Preliminary Turing Test Analysis

The problem of determining whether synthetically-generated landscapes are sufficiently representative of real landscapes is remarkably analogous to that of determining whether computer behavior sufficiently resembles human cognition; in both cases, there are no universally-accepted criteria for testing. Alan M. Turing (1912-1954) recognized this lack of objective criteria, and proposed a subjective but exclusive test for machine intelligence, which we borrowed and adapted for testing the Fractal Landscape Realizer. The Turing Test represents only part of our evaluation of the synthetic landscapes; we are also comparing several landscape metrics and geostatistical parameters from both the synthetic and real maps.

The first 15 maps that were presented during each Turing Test were randomly selected from 17 real maps that were clipped from a single source map which represented areas similar with regard to annual temperature, precipitation, elevation, plant-availiable water content of soil, and soil organic matter. The last 5 choices in each test were always repeats of real maps that the expert had seen previously. We displayed repeats in order to collect data on the performance of different realizations from the synthetic generator within a single observer. To disguise these repeated maps, we flipped them about the vertical, horizontal, or diagonal axis.

Many experts were surprised by the fact that some categories (colors) were identical in both maps of some pairs. The constraint feature of the Fractal Realizer allows the user to supply a spatial probability surface for any category. If one specifies absolute certainty in all places occupied by a category in the real map, then that category will be identical in the synthetic version.

The constraint feature was used in another way as well. Rather than as an absolute constraint, the elevation underlying the map was supplied as a spatial probability constraint. Normally, this results in preferential placement of that category along the ridgelines. But, if inverted, the elevation constraint encourages features that follow valley bottoms. In either case, dendritic patterns result which are non-fractal and are otherwise difficult to simulate. Elevationally- constrained categories are not identical from realization to realization.

Interestingly, elevation-constrained categories often showed a ``salt-and-pepper'' speckling due to the inherent roughness of the underlying digital terrain model. Several experts recognized this speckle as a difference between the maps. However, some took it as a result of classification of a remote image, and picked such maps as real. Others suspected that it was a result of an imperfect simulation program, and picked such maps as synthetic. Performing a smoothing pass on the elevation model would have probably eliminated this effect entirely, making the choice among map pairs even more difficult.

Most experts who took the test provided comments about their techniques for discerning the real maps, and these comments were most interesting, helpful and amusing. Click here to see all expert's techniques and comments given during the Turing Test.

Some experts commented that any pattern could be real; that one could probably find a spot on the earth which fit any pattern whatsoever. While this may be true, the great majority of experts realized that some patterns are more frequently observed in nature than others, and that this could form the basis for the test.

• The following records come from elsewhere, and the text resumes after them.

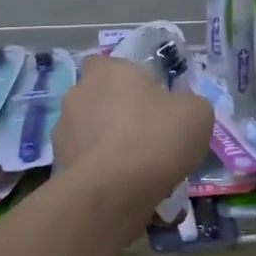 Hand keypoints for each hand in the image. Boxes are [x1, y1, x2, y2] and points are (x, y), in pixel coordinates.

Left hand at [52, 56, 212, 220]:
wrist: (113, 191)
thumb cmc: (156, 138)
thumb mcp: (196, 113)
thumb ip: (187, 102)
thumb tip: (180, 108)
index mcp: (108, 71)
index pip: (109, 64)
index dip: (129, 80)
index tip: (150, 100)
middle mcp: (78, 92)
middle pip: (99, 97)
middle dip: (116, 112)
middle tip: (145, 134)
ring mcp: (63, 128)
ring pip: (89, 129)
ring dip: (105, 141)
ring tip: (133, 167)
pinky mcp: (59, 162)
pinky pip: (84, 159)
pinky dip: (99, 168)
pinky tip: (120, 185) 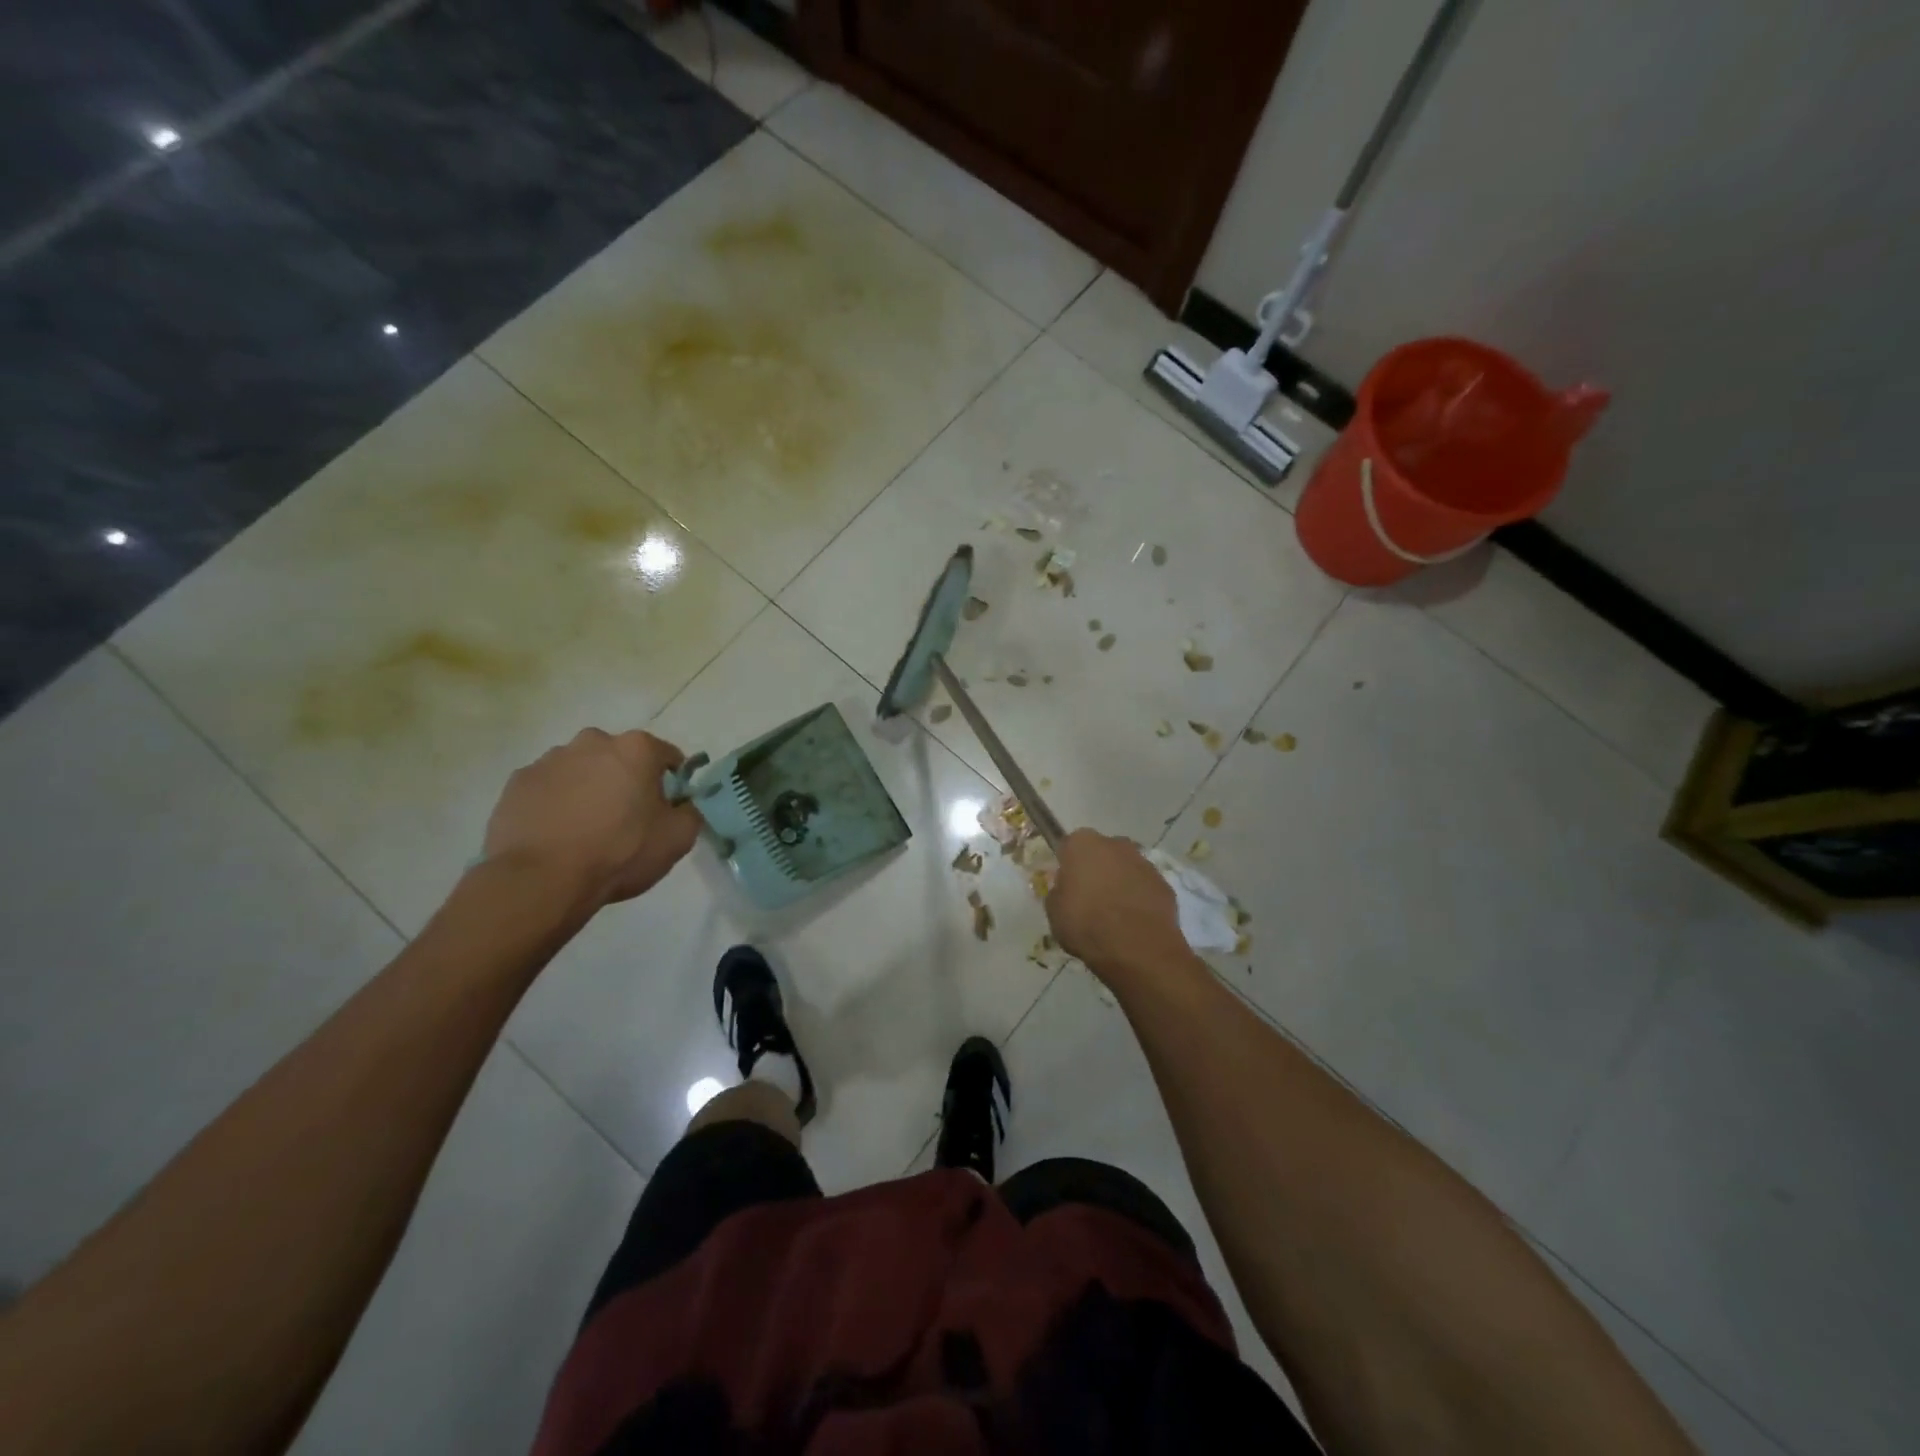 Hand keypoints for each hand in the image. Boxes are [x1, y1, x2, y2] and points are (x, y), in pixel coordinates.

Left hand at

Several experts pointed out that the scale of analysis, categories of information, and geographic study area are always provided to a viewer of a cartographic product, since, without this, the map cannot be used. In the Turing Test, the interrogator can communicate with the human subject and the computer only by teletype in order to insure that the interrogator's choice is based solely on the responses and not ancillary clues. To be analogous, we withheld information on the scale and nature of the source map. Furthermore, in the Turing test, the human subject is actively trying to confuse the interrogator into believing that the computer is intelligent. Similarly, we constrained certain parts of the maps in order to make them appear more realistic.

In retrospect, I wish that we had divulged information about the scale and nature of the source maps, because I personally believe that it would not have made any difference in the expert's scores. The Fractal Realizer would have passed an even more stringent test, while at the same time deflecting this criticism.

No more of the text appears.